(Source records)
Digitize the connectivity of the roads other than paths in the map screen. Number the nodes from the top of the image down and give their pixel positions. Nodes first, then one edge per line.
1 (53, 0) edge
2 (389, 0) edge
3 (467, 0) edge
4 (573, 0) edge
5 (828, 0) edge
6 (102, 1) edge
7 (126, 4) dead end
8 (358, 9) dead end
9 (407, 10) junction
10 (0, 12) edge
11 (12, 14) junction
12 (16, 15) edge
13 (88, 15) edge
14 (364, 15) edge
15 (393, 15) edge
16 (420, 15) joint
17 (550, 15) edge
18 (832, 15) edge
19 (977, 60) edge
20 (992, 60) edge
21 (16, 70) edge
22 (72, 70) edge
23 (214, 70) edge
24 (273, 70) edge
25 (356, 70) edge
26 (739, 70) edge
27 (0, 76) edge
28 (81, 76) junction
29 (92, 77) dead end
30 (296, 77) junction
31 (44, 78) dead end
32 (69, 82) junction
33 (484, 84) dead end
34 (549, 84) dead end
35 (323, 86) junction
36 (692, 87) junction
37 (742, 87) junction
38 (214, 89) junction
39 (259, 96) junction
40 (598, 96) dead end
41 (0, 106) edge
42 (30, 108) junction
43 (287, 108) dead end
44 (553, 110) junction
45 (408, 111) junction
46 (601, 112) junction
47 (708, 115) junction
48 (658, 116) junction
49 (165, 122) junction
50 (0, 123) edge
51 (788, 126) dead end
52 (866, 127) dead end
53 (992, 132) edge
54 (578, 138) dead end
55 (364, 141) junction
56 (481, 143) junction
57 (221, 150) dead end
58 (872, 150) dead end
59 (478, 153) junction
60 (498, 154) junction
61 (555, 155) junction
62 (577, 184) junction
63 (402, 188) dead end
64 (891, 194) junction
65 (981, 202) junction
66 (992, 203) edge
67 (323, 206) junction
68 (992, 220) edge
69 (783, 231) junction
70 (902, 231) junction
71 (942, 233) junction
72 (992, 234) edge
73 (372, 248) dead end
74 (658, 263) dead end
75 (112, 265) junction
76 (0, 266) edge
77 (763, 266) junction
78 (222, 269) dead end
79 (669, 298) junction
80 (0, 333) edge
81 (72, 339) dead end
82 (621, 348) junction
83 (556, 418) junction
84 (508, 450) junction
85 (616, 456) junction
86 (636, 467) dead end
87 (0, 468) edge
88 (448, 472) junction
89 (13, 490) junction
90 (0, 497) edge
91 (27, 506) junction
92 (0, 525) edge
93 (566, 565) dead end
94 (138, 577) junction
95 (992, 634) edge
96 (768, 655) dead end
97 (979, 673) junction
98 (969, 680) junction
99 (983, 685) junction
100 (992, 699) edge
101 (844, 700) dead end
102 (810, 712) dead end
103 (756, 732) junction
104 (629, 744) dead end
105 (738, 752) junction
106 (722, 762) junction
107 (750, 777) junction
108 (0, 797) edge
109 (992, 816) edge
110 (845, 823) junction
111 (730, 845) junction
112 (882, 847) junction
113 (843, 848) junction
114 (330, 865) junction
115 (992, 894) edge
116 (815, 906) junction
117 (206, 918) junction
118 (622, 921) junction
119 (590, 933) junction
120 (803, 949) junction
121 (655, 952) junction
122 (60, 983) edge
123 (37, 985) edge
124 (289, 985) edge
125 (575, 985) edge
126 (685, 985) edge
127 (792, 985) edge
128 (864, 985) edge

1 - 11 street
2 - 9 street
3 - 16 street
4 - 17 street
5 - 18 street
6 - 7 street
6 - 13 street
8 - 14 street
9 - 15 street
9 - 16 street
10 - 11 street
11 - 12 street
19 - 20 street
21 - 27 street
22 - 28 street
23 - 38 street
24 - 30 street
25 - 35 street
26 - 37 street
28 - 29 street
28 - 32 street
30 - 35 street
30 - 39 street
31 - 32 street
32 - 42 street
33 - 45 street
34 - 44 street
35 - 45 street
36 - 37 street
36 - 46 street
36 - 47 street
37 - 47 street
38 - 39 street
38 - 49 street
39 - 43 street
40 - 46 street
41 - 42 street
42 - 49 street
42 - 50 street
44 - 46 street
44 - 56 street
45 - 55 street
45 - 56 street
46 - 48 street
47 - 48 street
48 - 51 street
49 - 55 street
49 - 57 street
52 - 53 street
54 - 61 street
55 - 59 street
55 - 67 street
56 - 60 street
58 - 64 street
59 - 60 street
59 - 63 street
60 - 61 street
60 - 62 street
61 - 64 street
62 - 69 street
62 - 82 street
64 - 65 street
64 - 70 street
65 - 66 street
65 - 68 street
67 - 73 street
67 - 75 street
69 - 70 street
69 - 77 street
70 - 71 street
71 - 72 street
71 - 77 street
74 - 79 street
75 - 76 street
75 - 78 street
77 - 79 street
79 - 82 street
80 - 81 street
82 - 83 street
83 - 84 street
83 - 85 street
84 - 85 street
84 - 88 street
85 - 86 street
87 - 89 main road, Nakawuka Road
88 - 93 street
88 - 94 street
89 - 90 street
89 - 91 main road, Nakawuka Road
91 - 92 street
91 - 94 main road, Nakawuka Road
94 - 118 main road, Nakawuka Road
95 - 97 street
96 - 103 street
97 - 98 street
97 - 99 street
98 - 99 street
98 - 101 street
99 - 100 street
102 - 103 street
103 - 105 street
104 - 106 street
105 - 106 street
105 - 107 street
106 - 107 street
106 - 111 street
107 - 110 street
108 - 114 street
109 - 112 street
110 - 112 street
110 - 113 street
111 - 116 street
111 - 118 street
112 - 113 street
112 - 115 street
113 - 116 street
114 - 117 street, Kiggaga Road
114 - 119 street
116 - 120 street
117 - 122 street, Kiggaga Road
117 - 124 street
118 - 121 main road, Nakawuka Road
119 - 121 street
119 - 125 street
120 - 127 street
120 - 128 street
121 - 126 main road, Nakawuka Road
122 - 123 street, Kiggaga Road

* [Work item] Each of the records is to be repeated word for word.

* [Written solution]
Digitize the connectivity of the roads other than paths in the map screen. Number the nodes from the top of the image down and give their pixel positions. Nodes first, then one edge per line.
1 (53, 0) edge
2 (389, 0) edge
3 (467, 0) edge
4 (573, 0) edge
5 (828, 0) edge
6 (102, 1) edge
7 (126, 4) dead end
8 (358, 9) dead end
9 (407, 10) junction
10 (0, 12) edge
11 (12, 14) junction
12 (16, 15) edge
13 (88, 15) edge
14 (364, 15) edge
15 (393, 15) edge
16 (420, 15) joint
17 (550, 15) edge
18 (832, 15) edge
19 (977, 60) edge
20 (992, 60) edge
21 (16, 70) edge
22 (72, 70) edge
23 (214, 70) edge
24 (273, 70) edge
25 (356, 70) edge
26 (739, 70) edge
27 (0, 76) edge
28 (81, 76) junction
29 (92, 77) dead end
30 (296, 77) junction
31 (44, 78) dead end
32 (69, 82) junction
33 (484, 84) dead end
34 (549, 84) dead end
35 (323, 86) junction
36 (692, 87) junction
37 (742, 87) junction
38 (214, 89) junction
39 (259, 96) junction
40 (598, 96) dead end
41 (0, 106) edge
42 (30, 108) junction
43 (287, 108) dead end
44 (553, 110) junction
45 (408, 111) junction
46 (601, 112) junction
47 (708, 115) junction
48 (658, 116) junction
49 (165, 122) junction
50 (0, 123) edge
51 (788, 126) dead end
52 (866, 127) dead end
53 (992, 132) edge
54 (578, 138) dead end
55 (364, 141) junction
56 (481, 143) junction
57 (221, 150) dead end
58 (872, 150) dead end
59 (478, 153) junction
60 (498, 154) junction
61 (555, 155) junction
62 (577, 184) junction
63 (402, 188) dead end
64 (891, 194) junction
65 (981, 202) junction
66 (992, 203) edge
67 (323, 206) junction
68 (992, 220) edge
69 (783, 231) junction
70 (902, 231) junction
71 (942, 233) junction
72 (992, 234) edge
73 (372, 248) dead end
74 (658, 263) dead end
75 (112, 265) junction
76 (0, 266) edge
77 (763, 266) junction
78 (222, 269) dead end
79 (669, 298) junction
80 (0, 333) edge
81 (72, 339) dead end
82 (621, 348) junction
83 (556, 418) junction
84 (508, 450) junction
85 (616, 456) junction
86 (636, 467) dead end
87 (0, 468) edge
88 (448, 472) junction
89 (13, 490) junction
90 (0, 497) edge
91 (27, 506) junction
92 (0, 525) edge
93 (566, 565) dead end
94 (138, 577) junction
95 (992, 634) edge
96 (768, 655) dead end
97 (979, 673) junction
98 (969, 680) junction
99 (983, 685) junction
100 (992, 699) edge
101 (844, 700) dead end
102 (810, 712) dead end
103 (756, 732) junction
104 (629, 744) dead end
105 (738, 752) junction
106 (722, 762) junction
107 (750, 777) junction
108 (0, 797) edge
109 (992, 816) edge
110 (845, 823) junction
111 (730, 845) junction
112 (882, 847) junction
113 (843, 848) junction
114 (330, 865) junction
115 (992, 894) edge
116 (815, 906) junction
117 (206, 918) junction
118 (622, 921) junction
119 (590, 933) junction
120 (803, 949) junction
121 (655, 952) junction
122 (60, 983) edge
123 (37, 985) edge
124 (289, 985) edge
125 (575, 985) edge
126 (685, 985) edge
127 (792, 985) edge
128 (864, 985) edge

1 - 11 street
2 - 9 street
3 - 16 street
4 - 17 street
5 - 18 street
6 - 7 street
6 - 13 street
8 - 14 street
9 - 15 street
9 - 16 street
10 - 11 street
11 - 12 street
19 - 20 street
21 - 27 street
22 - 28 street
23 - 38 street
24 - 30 street
25 - 35 street
26 - 37 street
28 - 29 street
28 - 32 street
30 - 35 street
30 - 39 street
31 - 32 street
32 - 42 street
33 - 45 street
34 - 44 street
35 - 45 street
36 - 37 street
36 - 46 street
36 - 47 street
37 - 47 street
38 - 39 street
38 - 49 street
39 - 43 street
40 - 46 street
41 - 42 street
42 - 49 street
42 - 50 street
44 - 46 street
44 - 56 street
45 - 55 street
45 - 56 street
46 - 48 street
47 - 48 street
48 - 51 street
49 - 55 street
49 - 57 street
52 - 53 street
54 - 61 street
55 - 59 street
55 - 67 street
56 - 60 street
58 - 64 street
59 - 60 street
59 - 63 street
60 - 61 street
60 - 62 street
61 - 64 street
62 - 69 street
62 - 82 street
64 - 65 street
64 - 70 street
65 - 66 street
65 - 68 street
67 - 73 street
67 - 75 street
69 - 70 street
69 - 77 street
70 - 71 street
71 - 72 street
71 - 77 street
74 - 79 street
75 - 76 street
75 - 78 street
77 - 79 street
79 - 82 street
80 - 81 street
82 - 83 street
83 - 84 street
83 - 85 street
84 - 85 street
84 - 88 street
85 - 86 street
87 - 89 main road, Nakawuka Road
88 - 93 street
88 - 94 street
89 - 90 street
89 - 91 main road, Nakawuka Road
91 - 92 street
91 - 94 main road, Nakawuka Road
94 - 118 main road, Nakawuka Road
95 - 97 street
96 - 103 street
97 - 98 street
97 - 99 street
98 - 99 street
98 - 101 street
99 - 100 street
102 - 103 street
103 - 105 street
104 - 106 street
105 - 106 street
105 - 107 street
106 - 107 street
106 - 111 street
107 - 110 street
108 - 114 street
109 - 112 street
110 - 112 street
110 - 113 street
111 - 116 street
111 - 118 street
112 - 113 street
112 - 115 street
113 - 116 street
114 - 117 street, Kiggaga Road
114 - 119 street
116 - 120 street
117 - 122 street, Kiggaga Road
117 - 124 street
118 - 121 main road, Nakawuka Road
119 - 121 street
119 - 125 street
120 - 127 street
120 - 128 street
121 - 126 main road, Nakawuka Road
122 - 123 street, Kiggaga Road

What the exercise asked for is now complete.